The zero trust model starts to diverge from traditional network security in the control mechanisms that are used to define policy. Instead of defining policy in terms of network implementation details (IP addresses and ranges), policy is best defined in terms of logical components in the network. These components will generally consist of:
Defining policy from logical components that exist in the network allows the policy engine to calculate the enforcement decisions based on its knowledge of the current state of the network. To put this in concrete terms, a web service running on one server today might be on a different server tomorrow, or might even move between servers automatically as directed by a workload scheduler. The policy that we define needs to be divorced from these implementation details to adapt to this reality. An example of this style of policy from the Kubernetes project is shown in Figure 4-3.
Policy in a zero trust network also leans on trust scores to anticipate unknown attack vectors. By defining policy with a trust score component, administrators are able to mitigate risk that otherwise can’t be captured with a specific policy. Therefore, most policy should include a trust score component. We’ll talk more about the score component in the next section.
Currently, mature zero trust networks implement their own policy language/format on a case-by-case basis, typically being developed fully in-house. Simpler zero trust networks may embed policy in an existing structure, such as in Figure 4-3. While the latter is generally acceptable, it is typically outgrown as the network evolves and adds features. The advantages of a standardized/interoperable policy language can be clearly seen. However, such work remains an open research question.
Policy should not rely on trust score alone. Specific characteristics of the request being authorized can also be part of the policy definition. An example of this might be certain user roles should only have access to a particular service.
Zero trust network policy should be fine-grained, which can place an extraordinary burden on system administrators to keep the policy up to date. To help spread the load of this configuration burden, most organizations decide to distribute policy definition across the teams so they can help maintain policy for the services they own.
Opening up policy definition to an entire organization can present certain risks, like well-meaning users who create overly broad policies, thereby increasing the attack surface area of the system they intended to constrain. Zero trust systems lean on two organizational workflows to counteract this exposure.
First, since policy is typically stored under version control, having another person review changes to the policy helps ensure that changes are well considered. Security teams can additionally review the changes and ask probing questions to ensure that the policy being defined is as tightly scoped as possible. Since the policy is defined using logical intent instead of physical components, the policy will change less rapidly than if it was defined in physical terms.
The second organizational measure used is to layer broad infrastructure policy on top of fine-grained policy. For example, an infrastructure group might rightly require that only a certain set of roles be allowed to accept traffic from the internet. The infrastructure team will therefore define policy that enforces that restriction, and no user-defined policy will be allowed to circumvent it. Enforcing this constraint could take several forms: an automated test of proposed policy, or perhaps a policy engine that will simply refuse overly broad policy assertions from untrusted sources. Such enforcement can also be useful for compliance and regulatory requirements.
The trust engine is the system in a zero trust network that performs risk analysis against a particular request or action.

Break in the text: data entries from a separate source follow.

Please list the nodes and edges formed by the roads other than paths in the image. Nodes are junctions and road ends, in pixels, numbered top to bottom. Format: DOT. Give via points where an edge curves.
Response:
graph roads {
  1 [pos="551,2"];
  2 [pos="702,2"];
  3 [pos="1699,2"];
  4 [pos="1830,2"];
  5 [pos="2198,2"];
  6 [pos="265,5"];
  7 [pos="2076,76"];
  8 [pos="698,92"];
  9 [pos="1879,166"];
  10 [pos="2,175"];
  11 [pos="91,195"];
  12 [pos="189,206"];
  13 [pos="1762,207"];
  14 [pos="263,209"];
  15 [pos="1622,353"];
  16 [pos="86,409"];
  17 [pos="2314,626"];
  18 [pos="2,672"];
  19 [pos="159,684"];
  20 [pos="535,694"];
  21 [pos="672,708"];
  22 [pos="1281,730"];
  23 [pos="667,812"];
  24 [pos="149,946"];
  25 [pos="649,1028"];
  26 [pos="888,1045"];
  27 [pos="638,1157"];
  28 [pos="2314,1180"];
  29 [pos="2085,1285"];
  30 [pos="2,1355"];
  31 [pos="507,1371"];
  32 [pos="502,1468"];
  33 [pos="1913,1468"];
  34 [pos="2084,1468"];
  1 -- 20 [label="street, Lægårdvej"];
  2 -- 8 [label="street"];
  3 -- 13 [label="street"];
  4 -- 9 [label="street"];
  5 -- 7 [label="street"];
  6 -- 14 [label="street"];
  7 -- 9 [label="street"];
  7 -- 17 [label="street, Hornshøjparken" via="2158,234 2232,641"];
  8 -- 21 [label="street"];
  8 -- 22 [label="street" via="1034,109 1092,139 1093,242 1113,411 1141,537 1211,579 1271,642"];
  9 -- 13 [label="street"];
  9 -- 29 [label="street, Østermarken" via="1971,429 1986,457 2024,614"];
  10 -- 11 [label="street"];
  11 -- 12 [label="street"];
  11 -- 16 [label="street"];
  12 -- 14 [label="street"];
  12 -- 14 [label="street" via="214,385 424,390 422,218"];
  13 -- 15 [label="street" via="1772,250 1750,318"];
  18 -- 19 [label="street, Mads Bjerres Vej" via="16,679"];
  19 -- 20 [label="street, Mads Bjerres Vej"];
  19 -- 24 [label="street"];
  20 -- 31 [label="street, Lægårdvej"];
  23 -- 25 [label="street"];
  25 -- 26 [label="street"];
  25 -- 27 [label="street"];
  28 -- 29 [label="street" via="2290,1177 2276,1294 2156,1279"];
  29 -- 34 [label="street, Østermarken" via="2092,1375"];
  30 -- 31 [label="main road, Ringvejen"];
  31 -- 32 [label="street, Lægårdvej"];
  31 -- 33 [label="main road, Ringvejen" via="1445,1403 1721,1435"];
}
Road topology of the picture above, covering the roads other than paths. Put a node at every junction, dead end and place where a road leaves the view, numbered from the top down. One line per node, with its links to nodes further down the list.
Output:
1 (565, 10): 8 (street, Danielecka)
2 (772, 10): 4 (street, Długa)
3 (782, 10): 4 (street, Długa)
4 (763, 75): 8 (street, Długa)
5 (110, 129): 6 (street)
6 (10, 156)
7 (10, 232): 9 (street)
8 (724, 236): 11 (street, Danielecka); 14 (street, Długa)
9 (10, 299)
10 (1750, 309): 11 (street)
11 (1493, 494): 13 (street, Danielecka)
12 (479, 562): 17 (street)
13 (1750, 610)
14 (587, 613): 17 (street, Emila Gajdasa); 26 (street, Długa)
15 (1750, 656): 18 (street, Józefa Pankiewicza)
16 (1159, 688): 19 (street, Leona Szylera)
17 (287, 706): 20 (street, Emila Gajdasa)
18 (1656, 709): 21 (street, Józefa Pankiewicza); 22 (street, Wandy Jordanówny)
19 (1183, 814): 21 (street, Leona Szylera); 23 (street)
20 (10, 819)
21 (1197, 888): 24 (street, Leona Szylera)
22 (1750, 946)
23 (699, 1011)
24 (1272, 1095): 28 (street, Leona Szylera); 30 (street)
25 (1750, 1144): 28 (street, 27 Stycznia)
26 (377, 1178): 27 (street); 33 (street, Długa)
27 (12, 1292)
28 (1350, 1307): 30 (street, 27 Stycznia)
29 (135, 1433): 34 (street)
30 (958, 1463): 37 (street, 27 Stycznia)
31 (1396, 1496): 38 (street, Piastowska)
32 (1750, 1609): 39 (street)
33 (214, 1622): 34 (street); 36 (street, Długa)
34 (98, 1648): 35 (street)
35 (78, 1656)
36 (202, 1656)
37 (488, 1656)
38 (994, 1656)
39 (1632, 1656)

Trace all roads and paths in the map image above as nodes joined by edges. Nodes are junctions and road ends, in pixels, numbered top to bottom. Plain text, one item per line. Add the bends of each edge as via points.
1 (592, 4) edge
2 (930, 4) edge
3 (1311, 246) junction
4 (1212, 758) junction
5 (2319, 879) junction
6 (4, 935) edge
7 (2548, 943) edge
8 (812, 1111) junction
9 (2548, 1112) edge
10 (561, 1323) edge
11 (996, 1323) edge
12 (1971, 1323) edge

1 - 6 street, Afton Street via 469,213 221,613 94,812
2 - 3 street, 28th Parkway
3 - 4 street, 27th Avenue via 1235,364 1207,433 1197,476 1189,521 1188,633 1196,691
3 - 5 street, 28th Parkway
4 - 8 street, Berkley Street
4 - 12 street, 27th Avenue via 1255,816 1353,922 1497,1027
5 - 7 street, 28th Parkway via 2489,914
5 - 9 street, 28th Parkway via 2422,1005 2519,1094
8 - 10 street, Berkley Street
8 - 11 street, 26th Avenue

This system’s responsibility is to produce a numeric assessment of the riskiness of allowing a particular request/action, which the policy engine uses to make an ultimate authorization decision.
The trust engine will frequently pull from data contained in authoritative inventory systems to check attributes of an entity when computing its score. A device inventory, for example, could provide the trust engine with information like the last time a device was audited, or whether it has a particular hardware security feature.
Creating a numeric assessment of risk is a difficult task. A simple approach would be to define a set of ad hoc rules that score an entity’s riskiness. For example, a device that is missing the latest software patches could have its score reduced. Similarly, a user who is continually failing to authenticate could have their trust score reduced.
While ad hoc trust scoring might be simple to get started with, a set of statically defined rules will be insufficient to meet the desired goal of defending against unexpected attacks. As a result, in addition to using static rules, mature trust engines use machine learning techniques to derive a scoring function.
Machine learning derives a scoring function by calculating observable facts from a subset of activity data known as training data. The training data is raw observations that have been associated with trusted or untrusted entities. From this data, features are extracted and used to derive a computer-generated scoring function. This scoring function, a model in machine learning terms, is then run against a set of data that is in the same format as the training data. The resulting scores are compared against human-defined risk assessments, and the model’s quality can then be refined based on its ability to correctly predict risk of the data being analyzed. A model that has sufficient accuracy can then be said to be predictive of the riskiness of yet unseen requests in the network.
While machine learning is increasingly used to solve hard computational problems, it does not obviate the need for more explicit rules in the trust engine. Whether due to limitation of the derived scoring models or for desired customization of the scoring function, trust engines will typically use a mixture of ad hoc and machine learning scoring methods.
Deciding which components of a zero trust network should be scored is an interesting consideration. Should scores be calculated for each individual entity (user, device, and application), for the network agent as a whole, or for both? Let’s look at some scenarios.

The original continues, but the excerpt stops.